Best Practices for Switching from Annual Performance Reviews to More Frequent Feedback


As a busy HR leader, implementing the change from annual performance reviews to more frequent feedback is easier said than done, but an engaging performance review process is critical to driving job satisfaction and employee engagement. Paychex HR Coach Elizabeth Watson shares some key steps to making frequent feedback the norm in your organization.

The shift to a more frequent cadence of performance feedback is one of many changes being driven by younger generations in the workforce. According to data from Gallup, only 19 percent of Millennials say they receive routine feedback from managers and only 17 percent say the feedback they receive is meaningful. This lack of more frequent feedback could be causing Millennials to feel unfulfilled in their jobs thereby possibly impacting business success. A study by Clutch revealed, of the Millennials whose managers do provide accurate and consistent feedback, 72 percent find their job fulfilling compared to only 38 percent of those whose managers do not.

As a busy HR leader, implementing a change of this significance is easier said than done; but an engaging performance review process is critical to driving job satisfaction and employee engagement, especially for Millennials and now Gen Z. Here are some key steps to making frequent feedback the norm in your organization:

Step One: Evaluate Your Current Performance Review Process
Are employees surprised by what they’re hearing in performance reviews? They shouldn’t be. Unclear expectations and unexpected feedback can be a sign that managers may not have been checking in enough. If there is too much time between conversations, recency effect can come into play as managers tend to reflect exclusively on the good work or mistakes made in just the past few weeks. This means that potentially great work gets overlooked and some problem areas are never addressed. Every team is different, but often real-time feedback helps employees establish good habits rather than needing to break bad ones down the road.

Another aspect of the performance review process to evaluate closely is how employee progress is measured. Often, when reviews are completed infrequently, managers can inadvertently judge their direct reports against one another. One shining star can make other solid workers seem subpar and one problematic employee can make it easy to ignore the challenges of their colleagues. More frequent feedback can help employees and their managers set timely goals and milestones by which to measure their performance and help avoid this comparison bias.

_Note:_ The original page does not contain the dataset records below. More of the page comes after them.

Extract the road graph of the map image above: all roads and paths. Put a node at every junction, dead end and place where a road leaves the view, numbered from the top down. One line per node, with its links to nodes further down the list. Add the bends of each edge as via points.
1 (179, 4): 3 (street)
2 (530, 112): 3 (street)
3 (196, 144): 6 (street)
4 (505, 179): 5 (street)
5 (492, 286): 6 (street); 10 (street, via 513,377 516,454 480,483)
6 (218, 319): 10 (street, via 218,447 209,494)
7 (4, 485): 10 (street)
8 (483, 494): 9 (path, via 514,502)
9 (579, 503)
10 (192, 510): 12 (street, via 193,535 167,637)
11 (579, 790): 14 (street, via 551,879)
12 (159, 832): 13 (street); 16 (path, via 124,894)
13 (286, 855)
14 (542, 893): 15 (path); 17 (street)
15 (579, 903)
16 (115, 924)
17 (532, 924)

A challenge many businesses face in reviews is a lack of motivation from both managers and employees to participate in the process. Ideally, everyone should feel energized by performance reviews and feedback, empowered to make progress toward their individual goals, and contribute to achieving team and company goals. To accomplish this, reviews should center on the development and coaching communications rather than criticism, positioning employees to be more successful and helping them understand why their contribution is valuable.

Step Two: Communicate the Change to Your Employees
When switching from an annual review process to more frequent feedback, there may be some initial assumptions that the new way will be more time-consuming. Therefore, it is important to communicate the benefits and the correct way of transitioning to this method. Ultimately, the goal of frequent, effective feedback is to drive engagement, loyalty, and satisfaction among employees. When done right, performance reviews are a valuable asset to the organization and not just a “check-the-box” exercise.

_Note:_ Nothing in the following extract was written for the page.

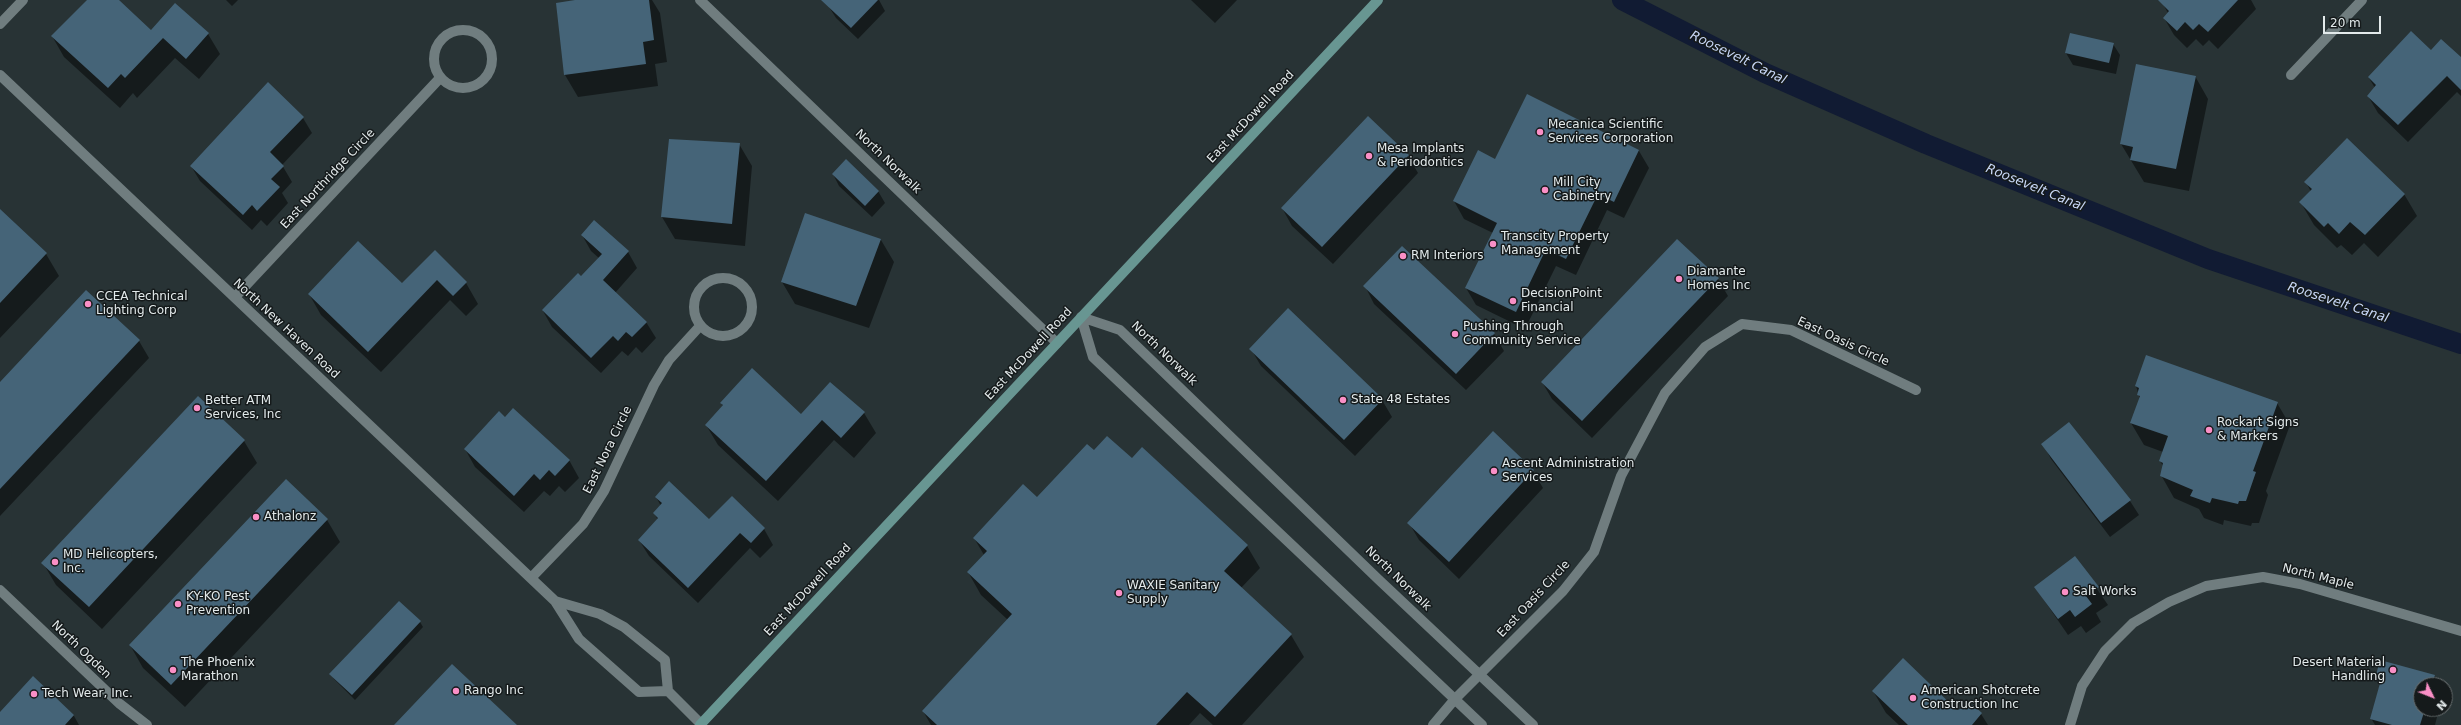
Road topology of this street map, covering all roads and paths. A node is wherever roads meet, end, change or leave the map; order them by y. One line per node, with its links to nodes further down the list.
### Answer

If your annual performance review process has traditionally been tied to promotions and raises, you’ll want to communicate carefully around how this shift impacts the timing of pay increases and the benefits of separating the two. When reviews are connected to salary, feedback often freezes when wages do. Not only do employees not receive raises during this period, but they also stop receiving acknowledgment that their work is valued. As a result, engagement may plummet. The elimination of an annual review reduces those formal expectations around feedback and creates more open dialogue between managers and employees.

Step Three: Implement the Right Tools
The tools used to facilitate employee feedback, goal setting, and progress towards those goals should be flexible and based on employee needs. Employees may require a different approach based on level of experience, their role within the company, and the type of work they do, among other factors. However, there are several common tools that can help optimize the review process overall. A learning management system (LMS), for example, can be customized based on the types of training employees need at the time – both hard skills for their job duties and soft skills such as communication and professionalism. Through the LMS, employees can take development into their own hands and managers can easily track employees’ progress toward training milestones.

To ensure they’re basing feedback on the most accurate information possible, managers should keep an activity log. A simple tracker of employee activity (including both highs and lows) helps managers deliver quality, timely feedback and content-rich examples that are specific to an employee and their goals and not based on comparisons to colleagues. Additionally, this record helps maintain the proper look-back period when doing quarterly or monthly reviews, for example.

When making the switch from annual performance reviews to offering more frequent feedback, be sure to emphasize the benefits to the company, managers, and employees alike. Remember that any change in process requires time and training to fully and properly implement. But in the end, employees may be more engaged and satisfied with their job experience and retention and productivity should improve as a result.